» **ASSIGNMENT**
Scan the data below for lines containing the string "math" and give only how many there are.

Collected data entries
■ ■ ■
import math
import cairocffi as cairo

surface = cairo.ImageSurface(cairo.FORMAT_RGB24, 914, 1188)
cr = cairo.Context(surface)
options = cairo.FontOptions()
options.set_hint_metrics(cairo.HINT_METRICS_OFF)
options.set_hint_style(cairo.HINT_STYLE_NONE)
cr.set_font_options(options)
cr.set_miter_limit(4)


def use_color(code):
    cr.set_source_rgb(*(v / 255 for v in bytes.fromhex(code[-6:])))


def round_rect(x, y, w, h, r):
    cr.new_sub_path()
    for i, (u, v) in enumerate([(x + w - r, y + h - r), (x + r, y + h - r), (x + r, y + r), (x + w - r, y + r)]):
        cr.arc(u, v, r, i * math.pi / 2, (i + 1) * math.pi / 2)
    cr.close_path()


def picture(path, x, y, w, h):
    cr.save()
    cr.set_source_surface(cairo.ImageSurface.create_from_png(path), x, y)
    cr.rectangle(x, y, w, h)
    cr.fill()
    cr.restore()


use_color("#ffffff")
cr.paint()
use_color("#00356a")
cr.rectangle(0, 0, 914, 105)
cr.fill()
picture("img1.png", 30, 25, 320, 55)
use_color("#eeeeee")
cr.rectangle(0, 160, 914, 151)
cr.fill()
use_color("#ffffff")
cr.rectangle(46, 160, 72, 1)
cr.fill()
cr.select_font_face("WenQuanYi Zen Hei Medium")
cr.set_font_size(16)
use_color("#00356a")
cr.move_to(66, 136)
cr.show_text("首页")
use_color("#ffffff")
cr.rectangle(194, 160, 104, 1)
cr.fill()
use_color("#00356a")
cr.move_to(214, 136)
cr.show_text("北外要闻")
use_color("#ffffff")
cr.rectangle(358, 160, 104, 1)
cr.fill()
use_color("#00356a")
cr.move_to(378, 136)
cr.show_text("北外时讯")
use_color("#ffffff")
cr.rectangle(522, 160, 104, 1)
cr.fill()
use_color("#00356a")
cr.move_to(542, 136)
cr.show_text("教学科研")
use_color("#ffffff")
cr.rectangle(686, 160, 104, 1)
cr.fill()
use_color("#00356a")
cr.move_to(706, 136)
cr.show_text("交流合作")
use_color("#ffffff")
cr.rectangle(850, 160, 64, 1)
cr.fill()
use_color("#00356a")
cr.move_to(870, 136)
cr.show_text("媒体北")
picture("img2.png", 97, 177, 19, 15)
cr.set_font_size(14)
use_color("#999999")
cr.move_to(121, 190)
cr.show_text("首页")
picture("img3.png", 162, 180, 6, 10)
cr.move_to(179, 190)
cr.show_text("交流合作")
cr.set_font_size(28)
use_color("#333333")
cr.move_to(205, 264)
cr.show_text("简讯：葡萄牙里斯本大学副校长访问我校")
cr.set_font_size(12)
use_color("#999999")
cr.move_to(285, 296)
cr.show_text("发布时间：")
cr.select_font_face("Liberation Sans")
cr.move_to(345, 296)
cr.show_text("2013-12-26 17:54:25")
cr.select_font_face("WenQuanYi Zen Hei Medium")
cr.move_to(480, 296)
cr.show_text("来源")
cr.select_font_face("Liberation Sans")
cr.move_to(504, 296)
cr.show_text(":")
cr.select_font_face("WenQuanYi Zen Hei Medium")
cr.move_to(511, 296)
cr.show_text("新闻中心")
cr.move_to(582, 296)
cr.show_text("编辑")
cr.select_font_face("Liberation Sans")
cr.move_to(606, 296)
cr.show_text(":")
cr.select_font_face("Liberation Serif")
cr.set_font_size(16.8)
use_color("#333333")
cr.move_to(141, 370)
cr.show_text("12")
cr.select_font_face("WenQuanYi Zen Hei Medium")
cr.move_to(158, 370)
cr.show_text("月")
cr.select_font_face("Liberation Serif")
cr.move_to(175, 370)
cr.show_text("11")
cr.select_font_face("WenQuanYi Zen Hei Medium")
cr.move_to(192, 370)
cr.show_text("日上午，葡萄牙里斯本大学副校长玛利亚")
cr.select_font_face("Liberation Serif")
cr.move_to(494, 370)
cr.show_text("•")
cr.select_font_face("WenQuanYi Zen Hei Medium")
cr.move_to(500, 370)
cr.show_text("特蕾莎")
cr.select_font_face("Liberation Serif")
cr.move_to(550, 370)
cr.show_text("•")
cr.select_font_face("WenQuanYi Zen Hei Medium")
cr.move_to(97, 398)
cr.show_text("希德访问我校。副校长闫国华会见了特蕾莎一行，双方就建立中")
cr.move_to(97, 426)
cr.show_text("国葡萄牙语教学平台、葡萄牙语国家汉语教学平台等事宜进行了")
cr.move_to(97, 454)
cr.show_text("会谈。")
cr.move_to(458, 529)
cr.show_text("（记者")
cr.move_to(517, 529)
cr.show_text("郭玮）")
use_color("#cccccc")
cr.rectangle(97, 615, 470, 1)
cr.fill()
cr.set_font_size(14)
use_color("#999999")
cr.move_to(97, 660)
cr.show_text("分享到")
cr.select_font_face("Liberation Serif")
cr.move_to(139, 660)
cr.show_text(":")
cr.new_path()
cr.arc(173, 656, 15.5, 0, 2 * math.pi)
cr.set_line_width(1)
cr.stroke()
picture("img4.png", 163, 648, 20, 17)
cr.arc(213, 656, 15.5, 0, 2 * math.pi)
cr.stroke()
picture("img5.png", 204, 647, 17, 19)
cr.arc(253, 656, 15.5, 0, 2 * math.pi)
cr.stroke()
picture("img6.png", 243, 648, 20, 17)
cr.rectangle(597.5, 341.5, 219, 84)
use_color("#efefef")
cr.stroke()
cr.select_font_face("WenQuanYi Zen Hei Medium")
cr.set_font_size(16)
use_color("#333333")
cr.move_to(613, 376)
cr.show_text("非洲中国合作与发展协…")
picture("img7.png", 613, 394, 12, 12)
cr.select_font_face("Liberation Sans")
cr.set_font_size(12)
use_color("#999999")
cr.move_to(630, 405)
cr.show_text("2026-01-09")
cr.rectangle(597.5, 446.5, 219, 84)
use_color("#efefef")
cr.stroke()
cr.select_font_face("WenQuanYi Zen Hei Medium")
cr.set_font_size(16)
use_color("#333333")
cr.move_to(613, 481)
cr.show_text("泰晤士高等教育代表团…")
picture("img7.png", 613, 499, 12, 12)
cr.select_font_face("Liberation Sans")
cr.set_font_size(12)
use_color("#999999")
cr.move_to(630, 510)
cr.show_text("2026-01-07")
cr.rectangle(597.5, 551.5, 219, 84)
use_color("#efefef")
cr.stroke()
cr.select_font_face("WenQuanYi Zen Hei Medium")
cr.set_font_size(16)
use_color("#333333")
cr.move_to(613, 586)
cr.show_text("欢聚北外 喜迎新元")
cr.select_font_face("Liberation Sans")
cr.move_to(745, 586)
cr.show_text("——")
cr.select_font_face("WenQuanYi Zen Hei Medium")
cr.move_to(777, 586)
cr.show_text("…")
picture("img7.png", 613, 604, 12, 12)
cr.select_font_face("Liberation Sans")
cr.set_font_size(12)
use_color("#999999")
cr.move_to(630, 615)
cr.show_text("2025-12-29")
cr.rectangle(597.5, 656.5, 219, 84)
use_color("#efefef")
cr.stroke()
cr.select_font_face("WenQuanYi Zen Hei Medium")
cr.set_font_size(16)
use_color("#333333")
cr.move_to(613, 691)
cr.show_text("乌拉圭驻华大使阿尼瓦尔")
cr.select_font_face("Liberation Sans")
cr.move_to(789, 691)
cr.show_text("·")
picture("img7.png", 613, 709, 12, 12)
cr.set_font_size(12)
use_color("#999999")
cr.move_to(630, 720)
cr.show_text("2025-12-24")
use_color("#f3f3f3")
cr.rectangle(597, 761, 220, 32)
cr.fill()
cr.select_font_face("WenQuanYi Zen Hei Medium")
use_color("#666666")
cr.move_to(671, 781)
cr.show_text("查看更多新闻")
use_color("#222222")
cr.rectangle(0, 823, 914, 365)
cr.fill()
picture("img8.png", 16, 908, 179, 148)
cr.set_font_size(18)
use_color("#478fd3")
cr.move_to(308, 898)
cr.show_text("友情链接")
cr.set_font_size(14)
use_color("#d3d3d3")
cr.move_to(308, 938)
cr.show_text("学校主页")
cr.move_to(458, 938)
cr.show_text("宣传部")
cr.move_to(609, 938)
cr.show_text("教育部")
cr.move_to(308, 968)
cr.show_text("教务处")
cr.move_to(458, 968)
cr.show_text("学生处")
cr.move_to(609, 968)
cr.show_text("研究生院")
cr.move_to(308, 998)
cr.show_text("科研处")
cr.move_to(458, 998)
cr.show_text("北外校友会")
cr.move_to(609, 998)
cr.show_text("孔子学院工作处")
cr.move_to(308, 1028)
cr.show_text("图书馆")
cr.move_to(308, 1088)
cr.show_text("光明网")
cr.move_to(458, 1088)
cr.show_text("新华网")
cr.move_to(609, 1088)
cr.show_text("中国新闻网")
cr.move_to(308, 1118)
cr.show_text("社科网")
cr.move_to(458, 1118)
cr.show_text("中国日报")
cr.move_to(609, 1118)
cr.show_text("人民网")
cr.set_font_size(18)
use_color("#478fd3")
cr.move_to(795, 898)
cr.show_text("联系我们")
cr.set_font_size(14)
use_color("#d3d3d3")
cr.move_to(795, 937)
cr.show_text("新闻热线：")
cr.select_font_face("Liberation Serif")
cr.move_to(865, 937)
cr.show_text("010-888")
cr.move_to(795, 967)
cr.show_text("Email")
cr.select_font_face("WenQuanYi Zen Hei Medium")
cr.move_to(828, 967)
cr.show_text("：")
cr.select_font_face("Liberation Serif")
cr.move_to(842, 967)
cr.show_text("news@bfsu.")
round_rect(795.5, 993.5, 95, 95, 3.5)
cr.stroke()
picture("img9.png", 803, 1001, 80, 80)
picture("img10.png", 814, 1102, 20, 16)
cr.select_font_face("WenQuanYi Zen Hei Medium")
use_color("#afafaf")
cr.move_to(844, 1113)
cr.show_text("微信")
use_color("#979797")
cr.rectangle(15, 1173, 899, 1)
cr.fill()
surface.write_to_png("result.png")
■ ■ ■
» **COMPLETED EXERCISE**
5